━━ Data provided
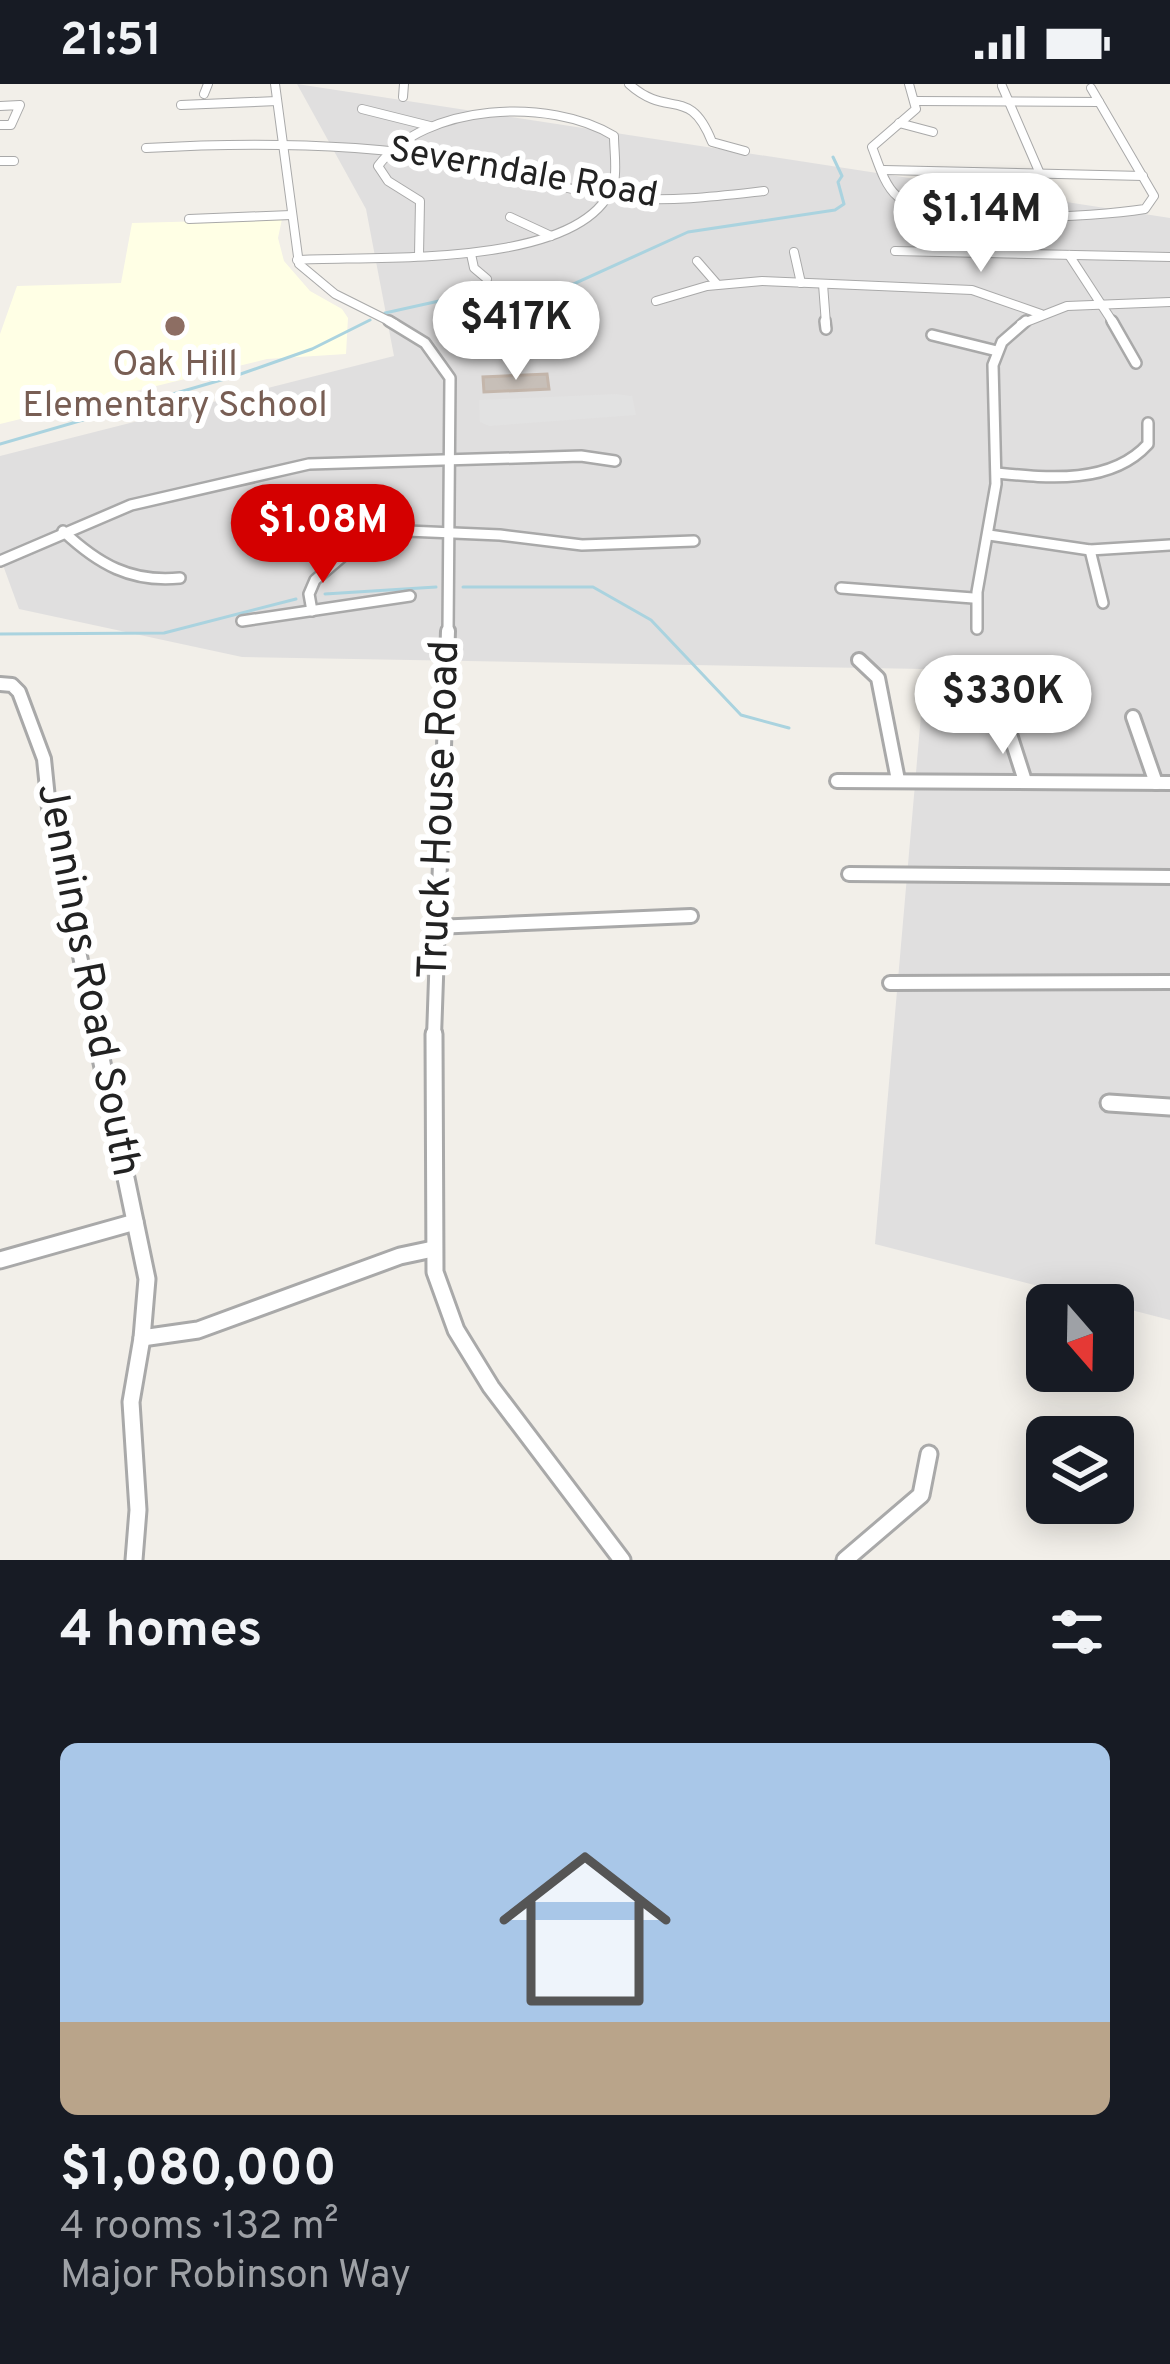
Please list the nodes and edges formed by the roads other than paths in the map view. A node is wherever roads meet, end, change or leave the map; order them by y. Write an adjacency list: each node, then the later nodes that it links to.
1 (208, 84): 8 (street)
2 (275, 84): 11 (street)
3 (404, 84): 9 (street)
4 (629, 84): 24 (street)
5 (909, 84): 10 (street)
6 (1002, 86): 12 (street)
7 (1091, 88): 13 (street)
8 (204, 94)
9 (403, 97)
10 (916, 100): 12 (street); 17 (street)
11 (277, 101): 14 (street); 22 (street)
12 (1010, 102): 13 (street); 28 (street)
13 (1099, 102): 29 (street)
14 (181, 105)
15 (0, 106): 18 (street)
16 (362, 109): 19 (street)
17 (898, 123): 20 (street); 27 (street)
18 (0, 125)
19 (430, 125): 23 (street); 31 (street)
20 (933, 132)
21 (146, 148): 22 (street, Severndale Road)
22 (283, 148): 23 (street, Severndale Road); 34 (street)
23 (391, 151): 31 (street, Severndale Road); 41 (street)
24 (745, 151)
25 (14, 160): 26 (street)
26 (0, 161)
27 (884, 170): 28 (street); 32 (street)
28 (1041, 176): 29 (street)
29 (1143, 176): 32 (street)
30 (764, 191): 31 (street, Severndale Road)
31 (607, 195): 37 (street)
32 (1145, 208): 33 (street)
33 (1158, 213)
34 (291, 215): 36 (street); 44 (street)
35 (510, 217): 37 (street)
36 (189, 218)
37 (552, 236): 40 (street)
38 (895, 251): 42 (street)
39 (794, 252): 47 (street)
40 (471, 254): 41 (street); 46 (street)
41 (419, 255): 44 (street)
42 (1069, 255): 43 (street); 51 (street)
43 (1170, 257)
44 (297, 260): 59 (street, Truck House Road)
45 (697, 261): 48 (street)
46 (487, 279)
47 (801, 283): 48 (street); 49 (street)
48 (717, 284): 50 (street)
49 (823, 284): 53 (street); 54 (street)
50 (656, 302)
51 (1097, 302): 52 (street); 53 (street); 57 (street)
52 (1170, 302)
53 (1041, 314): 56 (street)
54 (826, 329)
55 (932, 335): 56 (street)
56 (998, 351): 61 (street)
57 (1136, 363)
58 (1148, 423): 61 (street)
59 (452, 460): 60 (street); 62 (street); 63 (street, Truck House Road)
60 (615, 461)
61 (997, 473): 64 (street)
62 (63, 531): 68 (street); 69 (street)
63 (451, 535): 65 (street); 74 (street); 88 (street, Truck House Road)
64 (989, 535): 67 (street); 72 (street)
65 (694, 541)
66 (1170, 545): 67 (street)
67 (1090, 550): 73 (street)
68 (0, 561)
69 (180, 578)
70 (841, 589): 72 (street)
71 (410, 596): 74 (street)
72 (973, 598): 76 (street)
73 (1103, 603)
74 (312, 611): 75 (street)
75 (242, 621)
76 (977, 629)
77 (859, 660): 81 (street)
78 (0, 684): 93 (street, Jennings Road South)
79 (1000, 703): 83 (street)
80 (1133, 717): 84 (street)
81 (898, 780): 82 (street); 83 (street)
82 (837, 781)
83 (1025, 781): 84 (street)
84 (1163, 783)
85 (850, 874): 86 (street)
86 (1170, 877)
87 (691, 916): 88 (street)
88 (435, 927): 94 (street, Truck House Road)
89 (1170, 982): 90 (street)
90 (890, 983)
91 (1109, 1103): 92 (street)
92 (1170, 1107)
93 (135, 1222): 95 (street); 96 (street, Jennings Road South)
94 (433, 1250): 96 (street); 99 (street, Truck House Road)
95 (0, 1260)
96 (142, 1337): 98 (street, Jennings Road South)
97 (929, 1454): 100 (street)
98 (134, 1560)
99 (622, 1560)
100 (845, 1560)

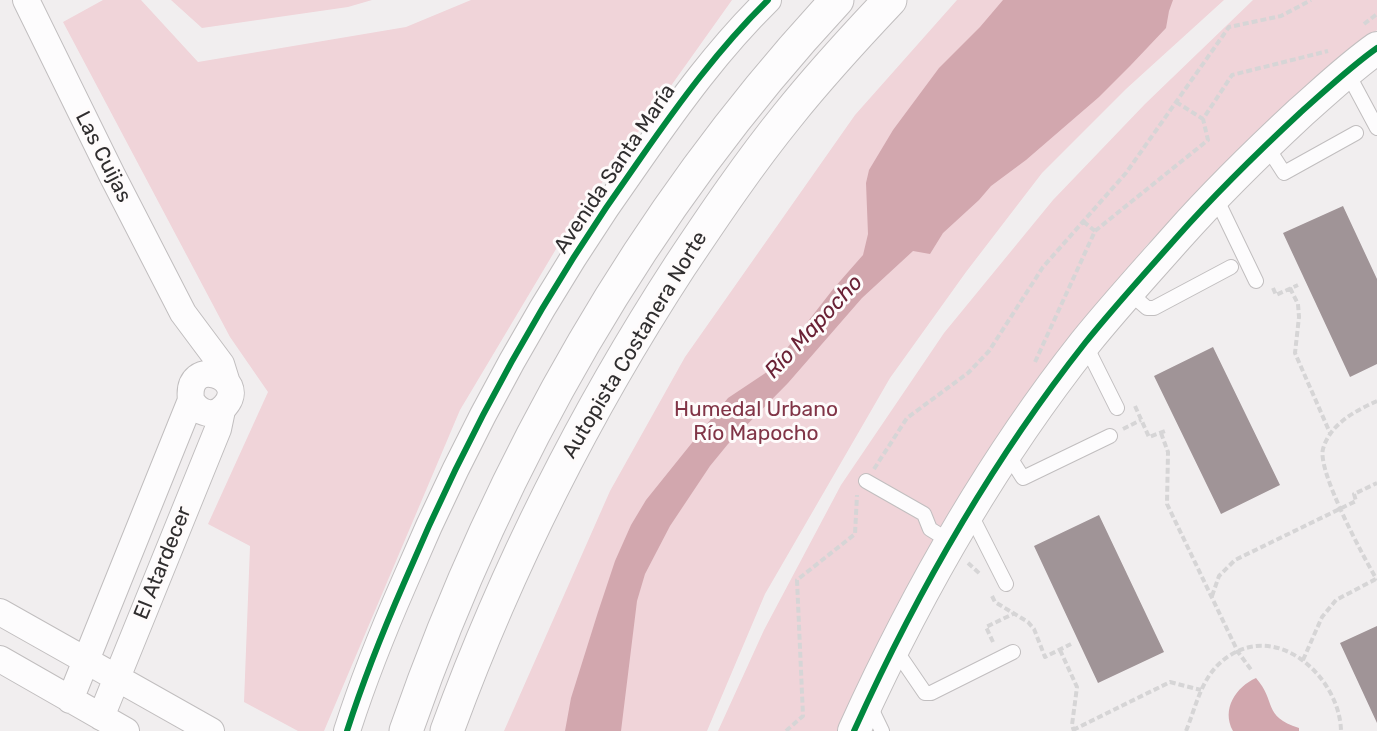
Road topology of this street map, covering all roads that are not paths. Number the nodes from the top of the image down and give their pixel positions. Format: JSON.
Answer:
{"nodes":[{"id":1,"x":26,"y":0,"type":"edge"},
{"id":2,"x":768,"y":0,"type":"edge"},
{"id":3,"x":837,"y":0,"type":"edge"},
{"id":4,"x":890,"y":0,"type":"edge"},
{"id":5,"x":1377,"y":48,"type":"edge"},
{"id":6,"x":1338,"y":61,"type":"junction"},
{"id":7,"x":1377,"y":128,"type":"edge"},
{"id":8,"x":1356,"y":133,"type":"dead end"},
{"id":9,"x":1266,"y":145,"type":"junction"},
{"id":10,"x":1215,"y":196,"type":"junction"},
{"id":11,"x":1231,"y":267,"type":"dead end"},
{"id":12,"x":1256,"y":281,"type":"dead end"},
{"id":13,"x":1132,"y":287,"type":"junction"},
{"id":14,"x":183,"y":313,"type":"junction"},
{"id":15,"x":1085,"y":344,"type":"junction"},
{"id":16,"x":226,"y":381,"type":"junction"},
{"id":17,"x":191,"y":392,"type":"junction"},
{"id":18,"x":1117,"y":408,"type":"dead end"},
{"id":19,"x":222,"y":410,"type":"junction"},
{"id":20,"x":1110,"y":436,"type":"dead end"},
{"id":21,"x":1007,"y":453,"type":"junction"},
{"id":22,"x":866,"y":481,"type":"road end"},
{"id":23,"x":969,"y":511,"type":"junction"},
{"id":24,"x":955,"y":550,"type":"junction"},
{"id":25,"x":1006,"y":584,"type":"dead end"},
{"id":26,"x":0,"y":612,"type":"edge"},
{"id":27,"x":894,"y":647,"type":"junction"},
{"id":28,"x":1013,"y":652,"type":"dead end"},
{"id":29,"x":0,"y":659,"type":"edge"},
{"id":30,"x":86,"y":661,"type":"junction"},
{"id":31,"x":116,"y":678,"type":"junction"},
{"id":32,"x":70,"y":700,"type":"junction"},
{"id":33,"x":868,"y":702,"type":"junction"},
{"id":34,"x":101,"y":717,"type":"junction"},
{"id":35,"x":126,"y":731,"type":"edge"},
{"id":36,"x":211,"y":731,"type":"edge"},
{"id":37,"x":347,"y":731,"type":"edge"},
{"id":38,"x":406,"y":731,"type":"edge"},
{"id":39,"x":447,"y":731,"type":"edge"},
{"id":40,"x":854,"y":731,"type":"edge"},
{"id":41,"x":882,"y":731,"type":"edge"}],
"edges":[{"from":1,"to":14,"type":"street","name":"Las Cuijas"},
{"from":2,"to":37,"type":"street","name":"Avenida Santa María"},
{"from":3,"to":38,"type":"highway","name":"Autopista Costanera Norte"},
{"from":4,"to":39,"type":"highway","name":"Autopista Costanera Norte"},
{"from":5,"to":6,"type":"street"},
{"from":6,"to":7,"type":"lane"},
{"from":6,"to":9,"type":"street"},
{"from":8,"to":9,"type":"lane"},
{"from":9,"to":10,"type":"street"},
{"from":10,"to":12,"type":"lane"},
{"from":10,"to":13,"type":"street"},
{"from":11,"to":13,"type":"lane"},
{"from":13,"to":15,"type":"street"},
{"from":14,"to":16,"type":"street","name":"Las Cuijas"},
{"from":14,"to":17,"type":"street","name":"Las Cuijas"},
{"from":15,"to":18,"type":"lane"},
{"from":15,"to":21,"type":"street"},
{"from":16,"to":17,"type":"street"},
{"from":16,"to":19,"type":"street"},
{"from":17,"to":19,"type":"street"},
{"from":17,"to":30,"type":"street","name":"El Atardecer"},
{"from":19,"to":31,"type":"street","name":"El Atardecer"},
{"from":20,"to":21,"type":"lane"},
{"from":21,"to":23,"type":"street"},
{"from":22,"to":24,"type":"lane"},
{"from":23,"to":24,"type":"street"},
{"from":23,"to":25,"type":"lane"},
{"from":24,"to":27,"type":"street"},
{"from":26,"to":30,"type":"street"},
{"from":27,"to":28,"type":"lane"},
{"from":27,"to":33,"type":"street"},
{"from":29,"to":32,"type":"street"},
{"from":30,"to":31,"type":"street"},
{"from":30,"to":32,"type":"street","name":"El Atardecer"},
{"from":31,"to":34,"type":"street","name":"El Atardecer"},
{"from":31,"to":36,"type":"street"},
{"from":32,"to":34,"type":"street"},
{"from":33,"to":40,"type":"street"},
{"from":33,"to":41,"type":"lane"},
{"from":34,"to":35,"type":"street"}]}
━━━━
Goal of the exercise
What lines in the listing above hold the string "Severndale"? List them.

Output below
21 (146, 148): 22 (street, Severndale Road)
22 (283, 148): 23 (street, Severndale Road); 34 (street)
23 (391, 151): 31 (street, Severndale Road); 41 (street)
30 (764, 191): 31 (street, Severndale Road)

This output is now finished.